Here’s an example. Singapore is a fascinating mix of races, religions, and cultures with four official languages: English, Malay, Mandarin, and Tamil. A friendly common language, “Singlish,” informally unites the country. Speakers are famous for putting “lah” after certain words like “OK-lah” and for short, punchy phrases such as: “So how?” “Can or cannot?” and “Why you so like dat?” Singlish is concise and efficient. Its speakers are focused on achieving the goal of any interaction. And it works. But it is not endorsed by the elected leaders of the country. Instead, the government conducts “Speak Good English” and “Speak Proper Mandarin” campaigns to encourage a more fluent and globally competitive workforce.

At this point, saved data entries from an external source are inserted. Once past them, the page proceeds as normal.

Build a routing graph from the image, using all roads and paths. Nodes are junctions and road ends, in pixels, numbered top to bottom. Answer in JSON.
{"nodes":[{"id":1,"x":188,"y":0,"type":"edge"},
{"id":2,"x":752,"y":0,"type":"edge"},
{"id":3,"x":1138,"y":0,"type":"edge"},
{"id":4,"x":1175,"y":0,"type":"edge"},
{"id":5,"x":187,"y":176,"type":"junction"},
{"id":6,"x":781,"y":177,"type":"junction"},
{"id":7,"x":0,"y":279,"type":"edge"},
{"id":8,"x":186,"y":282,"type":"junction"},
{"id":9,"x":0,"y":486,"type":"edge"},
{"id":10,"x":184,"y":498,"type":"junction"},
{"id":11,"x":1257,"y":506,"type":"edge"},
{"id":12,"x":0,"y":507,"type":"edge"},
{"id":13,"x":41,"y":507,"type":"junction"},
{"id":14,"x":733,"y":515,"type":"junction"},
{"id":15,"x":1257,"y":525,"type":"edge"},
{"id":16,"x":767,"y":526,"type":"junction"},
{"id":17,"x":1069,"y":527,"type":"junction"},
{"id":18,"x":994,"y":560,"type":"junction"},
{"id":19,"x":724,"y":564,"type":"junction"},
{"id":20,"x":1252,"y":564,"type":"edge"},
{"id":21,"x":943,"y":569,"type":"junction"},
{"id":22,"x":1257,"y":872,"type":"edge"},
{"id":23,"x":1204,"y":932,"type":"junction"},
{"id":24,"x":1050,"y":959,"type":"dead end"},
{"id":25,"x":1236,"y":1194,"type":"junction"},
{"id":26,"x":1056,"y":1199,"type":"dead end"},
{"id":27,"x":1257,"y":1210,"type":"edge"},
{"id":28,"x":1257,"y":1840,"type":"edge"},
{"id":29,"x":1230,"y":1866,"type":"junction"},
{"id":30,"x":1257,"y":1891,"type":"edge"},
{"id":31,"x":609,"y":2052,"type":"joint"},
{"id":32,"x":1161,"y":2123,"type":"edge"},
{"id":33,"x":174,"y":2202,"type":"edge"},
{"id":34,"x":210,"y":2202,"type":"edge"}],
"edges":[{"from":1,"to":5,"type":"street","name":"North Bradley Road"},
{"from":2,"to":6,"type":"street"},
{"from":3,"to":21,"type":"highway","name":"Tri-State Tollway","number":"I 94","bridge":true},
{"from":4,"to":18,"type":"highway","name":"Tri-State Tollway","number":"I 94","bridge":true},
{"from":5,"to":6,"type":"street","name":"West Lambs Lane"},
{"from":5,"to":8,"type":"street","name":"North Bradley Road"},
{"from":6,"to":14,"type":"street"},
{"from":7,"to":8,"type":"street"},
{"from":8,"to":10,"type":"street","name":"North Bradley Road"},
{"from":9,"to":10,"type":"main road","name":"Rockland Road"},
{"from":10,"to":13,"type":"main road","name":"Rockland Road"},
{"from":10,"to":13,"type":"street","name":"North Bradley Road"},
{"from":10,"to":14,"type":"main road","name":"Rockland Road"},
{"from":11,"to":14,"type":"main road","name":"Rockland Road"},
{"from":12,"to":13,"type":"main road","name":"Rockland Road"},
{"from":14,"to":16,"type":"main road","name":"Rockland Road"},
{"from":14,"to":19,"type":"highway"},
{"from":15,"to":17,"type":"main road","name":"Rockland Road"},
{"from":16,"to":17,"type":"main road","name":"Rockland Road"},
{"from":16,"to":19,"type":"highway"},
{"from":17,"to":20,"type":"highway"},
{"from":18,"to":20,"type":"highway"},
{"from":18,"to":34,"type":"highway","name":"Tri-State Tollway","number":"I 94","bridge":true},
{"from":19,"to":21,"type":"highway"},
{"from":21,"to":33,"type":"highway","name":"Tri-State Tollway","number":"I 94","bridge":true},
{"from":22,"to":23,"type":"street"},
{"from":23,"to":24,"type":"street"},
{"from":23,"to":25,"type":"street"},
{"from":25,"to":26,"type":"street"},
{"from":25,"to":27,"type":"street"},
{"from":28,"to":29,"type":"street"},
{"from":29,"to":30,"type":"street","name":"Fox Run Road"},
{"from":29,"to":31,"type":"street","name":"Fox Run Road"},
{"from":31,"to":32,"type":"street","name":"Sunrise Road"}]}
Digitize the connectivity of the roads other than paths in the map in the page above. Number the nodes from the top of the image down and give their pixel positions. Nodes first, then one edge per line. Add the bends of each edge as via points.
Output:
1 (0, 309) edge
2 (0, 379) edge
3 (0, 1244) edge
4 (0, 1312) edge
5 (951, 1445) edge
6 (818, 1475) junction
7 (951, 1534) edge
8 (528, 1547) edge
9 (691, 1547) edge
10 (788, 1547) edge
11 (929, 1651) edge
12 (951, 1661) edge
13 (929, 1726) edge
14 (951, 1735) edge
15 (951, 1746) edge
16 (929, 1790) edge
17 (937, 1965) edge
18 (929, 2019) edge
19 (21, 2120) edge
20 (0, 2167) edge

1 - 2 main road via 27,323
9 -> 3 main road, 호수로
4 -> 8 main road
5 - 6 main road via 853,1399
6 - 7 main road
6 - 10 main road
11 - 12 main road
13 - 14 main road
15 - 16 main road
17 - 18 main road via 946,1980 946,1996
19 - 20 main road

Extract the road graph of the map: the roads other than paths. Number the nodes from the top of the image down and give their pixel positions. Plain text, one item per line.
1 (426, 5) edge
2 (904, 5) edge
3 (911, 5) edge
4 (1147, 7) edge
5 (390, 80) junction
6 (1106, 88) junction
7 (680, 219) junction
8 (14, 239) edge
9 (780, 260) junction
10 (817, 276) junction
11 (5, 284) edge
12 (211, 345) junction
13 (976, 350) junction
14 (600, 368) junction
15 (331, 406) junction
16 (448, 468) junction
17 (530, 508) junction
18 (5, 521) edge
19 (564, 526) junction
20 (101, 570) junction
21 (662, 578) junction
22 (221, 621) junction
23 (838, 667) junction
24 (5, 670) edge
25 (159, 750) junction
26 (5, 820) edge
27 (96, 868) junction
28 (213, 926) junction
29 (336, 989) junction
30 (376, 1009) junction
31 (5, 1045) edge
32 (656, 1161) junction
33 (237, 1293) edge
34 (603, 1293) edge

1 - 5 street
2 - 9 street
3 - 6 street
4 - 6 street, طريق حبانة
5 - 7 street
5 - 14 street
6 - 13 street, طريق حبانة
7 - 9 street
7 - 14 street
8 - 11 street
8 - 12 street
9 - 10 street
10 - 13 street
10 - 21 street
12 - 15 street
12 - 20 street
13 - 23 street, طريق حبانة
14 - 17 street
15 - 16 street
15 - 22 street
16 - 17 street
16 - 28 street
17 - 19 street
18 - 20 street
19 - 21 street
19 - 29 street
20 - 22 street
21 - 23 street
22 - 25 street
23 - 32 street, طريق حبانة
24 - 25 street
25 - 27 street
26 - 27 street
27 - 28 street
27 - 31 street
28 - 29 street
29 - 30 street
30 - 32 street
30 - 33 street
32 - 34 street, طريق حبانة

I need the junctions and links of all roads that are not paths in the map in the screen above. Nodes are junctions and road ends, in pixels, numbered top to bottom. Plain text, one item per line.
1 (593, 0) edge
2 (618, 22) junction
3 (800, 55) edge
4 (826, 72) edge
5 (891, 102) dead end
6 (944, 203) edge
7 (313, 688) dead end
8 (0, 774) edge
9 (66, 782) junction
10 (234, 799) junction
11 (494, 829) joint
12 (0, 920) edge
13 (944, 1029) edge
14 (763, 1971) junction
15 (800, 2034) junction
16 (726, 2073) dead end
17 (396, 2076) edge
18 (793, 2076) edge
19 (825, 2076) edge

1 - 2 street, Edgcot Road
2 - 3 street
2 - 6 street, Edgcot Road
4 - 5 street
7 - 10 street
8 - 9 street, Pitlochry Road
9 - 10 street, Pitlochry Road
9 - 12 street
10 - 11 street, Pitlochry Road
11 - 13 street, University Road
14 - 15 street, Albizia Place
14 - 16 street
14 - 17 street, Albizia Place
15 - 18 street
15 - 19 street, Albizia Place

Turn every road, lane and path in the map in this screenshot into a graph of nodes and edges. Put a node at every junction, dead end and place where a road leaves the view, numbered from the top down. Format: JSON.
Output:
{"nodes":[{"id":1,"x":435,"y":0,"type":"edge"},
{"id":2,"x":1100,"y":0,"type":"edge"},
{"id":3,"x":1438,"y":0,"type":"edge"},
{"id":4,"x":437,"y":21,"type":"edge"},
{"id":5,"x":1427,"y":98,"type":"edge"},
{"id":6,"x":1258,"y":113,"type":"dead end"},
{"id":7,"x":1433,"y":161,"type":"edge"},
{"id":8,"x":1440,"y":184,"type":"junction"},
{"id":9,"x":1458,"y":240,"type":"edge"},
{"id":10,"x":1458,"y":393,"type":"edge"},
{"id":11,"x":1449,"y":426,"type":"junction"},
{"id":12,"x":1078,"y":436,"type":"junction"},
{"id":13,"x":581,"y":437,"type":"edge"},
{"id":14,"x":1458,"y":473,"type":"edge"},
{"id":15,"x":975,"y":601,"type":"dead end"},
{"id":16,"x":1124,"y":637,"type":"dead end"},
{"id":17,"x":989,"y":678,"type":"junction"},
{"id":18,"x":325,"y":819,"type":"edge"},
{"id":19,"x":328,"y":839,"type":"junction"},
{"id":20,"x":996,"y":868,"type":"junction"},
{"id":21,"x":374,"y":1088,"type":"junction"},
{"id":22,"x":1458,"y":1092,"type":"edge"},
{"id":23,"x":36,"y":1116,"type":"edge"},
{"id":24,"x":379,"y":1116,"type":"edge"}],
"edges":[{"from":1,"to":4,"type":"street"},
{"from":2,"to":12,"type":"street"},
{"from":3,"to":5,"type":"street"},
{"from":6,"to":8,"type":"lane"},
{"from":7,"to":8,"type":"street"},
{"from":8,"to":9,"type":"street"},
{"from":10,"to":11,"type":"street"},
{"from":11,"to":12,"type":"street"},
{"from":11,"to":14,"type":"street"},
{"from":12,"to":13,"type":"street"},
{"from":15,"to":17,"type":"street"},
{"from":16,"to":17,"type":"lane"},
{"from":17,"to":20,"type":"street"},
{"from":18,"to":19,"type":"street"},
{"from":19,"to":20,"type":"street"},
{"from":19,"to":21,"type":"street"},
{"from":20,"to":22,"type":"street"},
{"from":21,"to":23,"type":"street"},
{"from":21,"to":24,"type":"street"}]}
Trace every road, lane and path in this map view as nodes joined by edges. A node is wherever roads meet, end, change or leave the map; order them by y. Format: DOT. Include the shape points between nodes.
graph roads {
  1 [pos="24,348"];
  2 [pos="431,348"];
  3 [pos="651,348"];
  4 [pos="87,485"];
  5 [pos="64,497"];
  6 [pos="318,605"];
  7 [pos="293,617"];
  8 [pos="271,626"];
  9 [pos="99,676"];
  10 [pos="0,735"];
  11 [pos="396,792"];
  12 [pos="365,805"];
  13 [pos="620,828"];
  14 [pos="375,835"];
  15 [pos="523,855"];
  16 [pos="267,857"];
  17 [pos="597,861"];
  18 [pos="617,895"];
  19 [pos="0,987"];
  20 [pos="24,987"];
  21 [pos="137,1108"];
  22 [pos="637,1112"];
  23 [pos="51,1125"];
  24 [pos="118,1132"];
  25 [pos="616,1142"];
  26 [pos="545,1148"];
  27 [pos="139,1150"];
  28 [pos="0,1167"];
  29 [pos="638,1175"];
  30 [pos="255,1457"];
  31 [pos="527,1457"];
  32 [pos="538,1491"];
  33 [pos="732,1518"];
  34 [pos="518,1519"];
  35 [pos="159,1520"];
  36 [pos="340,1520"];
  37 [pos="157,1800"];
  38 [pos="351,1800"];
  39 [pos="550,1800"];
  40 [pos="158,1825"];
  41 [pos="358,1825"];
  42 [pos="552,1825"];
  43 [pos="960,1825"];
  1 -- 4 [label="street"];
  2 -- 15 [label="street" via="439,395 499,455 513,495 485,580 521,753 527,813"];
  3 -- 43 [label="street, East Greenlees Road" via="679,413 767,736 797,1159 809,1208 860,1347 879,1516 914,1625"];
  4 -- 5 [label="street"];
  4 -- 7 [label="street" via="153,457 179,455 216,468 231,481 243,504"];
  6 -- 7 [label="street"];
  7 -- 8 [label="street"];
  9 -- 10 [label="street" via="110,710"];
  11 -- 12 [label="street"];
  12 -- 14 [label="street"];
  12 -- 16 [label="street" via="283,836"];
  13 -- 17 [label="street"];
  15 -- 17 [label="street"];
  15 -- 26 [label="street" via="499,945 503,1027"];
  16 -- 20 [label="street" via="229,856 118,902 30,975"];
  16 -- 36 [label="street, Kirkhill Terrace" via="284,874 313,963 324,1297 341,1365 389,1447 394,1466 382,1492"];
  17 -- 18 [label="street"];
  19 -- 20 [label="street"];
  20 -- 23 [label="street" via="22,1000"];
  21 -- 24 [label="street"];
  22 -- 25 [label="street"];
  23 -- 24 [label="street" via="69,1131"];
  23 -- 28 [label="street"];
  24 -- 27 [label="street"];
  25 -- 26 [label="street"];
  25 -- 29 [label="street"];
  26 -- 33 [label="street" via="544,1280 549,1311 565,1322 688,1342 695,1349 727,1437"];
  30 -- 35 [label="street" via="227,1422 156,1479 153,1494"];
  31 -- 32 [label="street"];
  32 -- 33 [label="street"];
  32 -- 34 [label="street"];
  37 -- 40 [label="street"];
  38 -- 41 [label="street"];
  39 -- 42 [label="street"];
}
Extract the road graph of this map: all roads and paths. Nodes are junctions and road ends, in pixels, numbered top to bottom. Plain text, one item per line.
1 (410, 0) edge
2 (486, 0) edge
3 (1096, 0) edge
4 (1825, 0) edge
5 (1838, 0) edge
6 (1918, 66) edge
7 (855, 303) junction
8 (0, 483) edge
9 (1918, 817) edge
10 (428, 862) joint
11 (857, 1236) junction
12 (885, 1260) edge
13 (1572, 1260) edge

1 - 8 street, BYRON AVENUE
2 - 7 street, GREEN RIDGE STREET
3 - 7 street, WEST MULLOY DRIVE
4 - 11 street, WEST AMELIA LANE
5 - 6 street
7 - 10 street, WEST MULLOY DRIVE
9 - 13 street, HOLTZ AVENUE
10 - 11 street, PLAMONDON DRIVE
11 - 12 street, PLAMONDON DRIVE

Singapore’s leaders may not encourage Singlish, but they do understand the power of a Common Service Language when it comes to building service culture. Consider the problem faced by the Singapore Public Service—a wide-ranging system of government with 127,000 officers in 15 ministries and more than 50 statutory boards. Imagine a citizen, a tourist, or an employer with a question, trying to figure out which office to call? All too often, callers would make an attempt, only to hear a public servant say, “Sorry, you’ve called the wrong office.” That’s not world-class service.
So Singapore’s Public Service leaders created a new phrase—and a philosophy—by implementing a policy called “No Wrong Door.” Today, if you call the wrong government office, a public servant will take personal responsibility to transfer you to the right officer in another government agency, and he or she won’t let you go until you have been successfully connected. “No Wrong Door” highlights the power of a Common Service Language: it’s simple, memorable, and effective.
Singapore Airlines is widely recognized for consistently impeccable service standards. The company is also a world-class case study in the development and use of Common Service Language. In the 1970s, the airline adopted service as its core differentiating strategy with the aspiring tagline, “Service Even Other Airlines Talk About,” and created the popular Singapore Girl icon as the in-flight personification of this promise. In 1987, the company wanted to raise service standards on the ground to match their well-deserved reputation in the air. A new phrase and educational program was created called “Outstanding Service on the Ground” (OSG). All over the world, Singapore Airlines employees learned the meaning of this acronym and how to put it into action. Although the program was phased out a decade later, the common language persists in telex messages like this: “PLS DAPO OSG PAX @ LAX.” Translation: “Please do all possible to provide outstanding service on the ground for this passenger on arrival at Los Angeles International Airport.” In the late 1990s, a program to succeed OSG was created called “Transforming Customer Service” (TCS). And in 2003 a new program for cabin crew was launched highlighting the company’s defining aspiration to provide service that far exceeds the competition: “Service Over and Above the Rest” (SOAR).
Consider also how Microsoft added a Common Service Language to help create more desirable resolutions for its customers. For many years Microsoft has tracked “first contact resolution,” a measure of how quickly it resolves an issue the first time a customer or partner makes contact. First contact resolution metrics are common throughout this satisfaction-driven software company. Dashboards show in numbers and percentages how many problems are resolved in less than 8 hours, between 8 and 24 hours, longer than 24 hours, or not resolved at all. When Microsoft learned the language of uplifting service, it added a new column called “Service Classification.” Now, alongside the impersonal statistics is a rating of the customer’s experience using some of the terms you will learn in section 4 of this book: criminal, basic, expected, and desired.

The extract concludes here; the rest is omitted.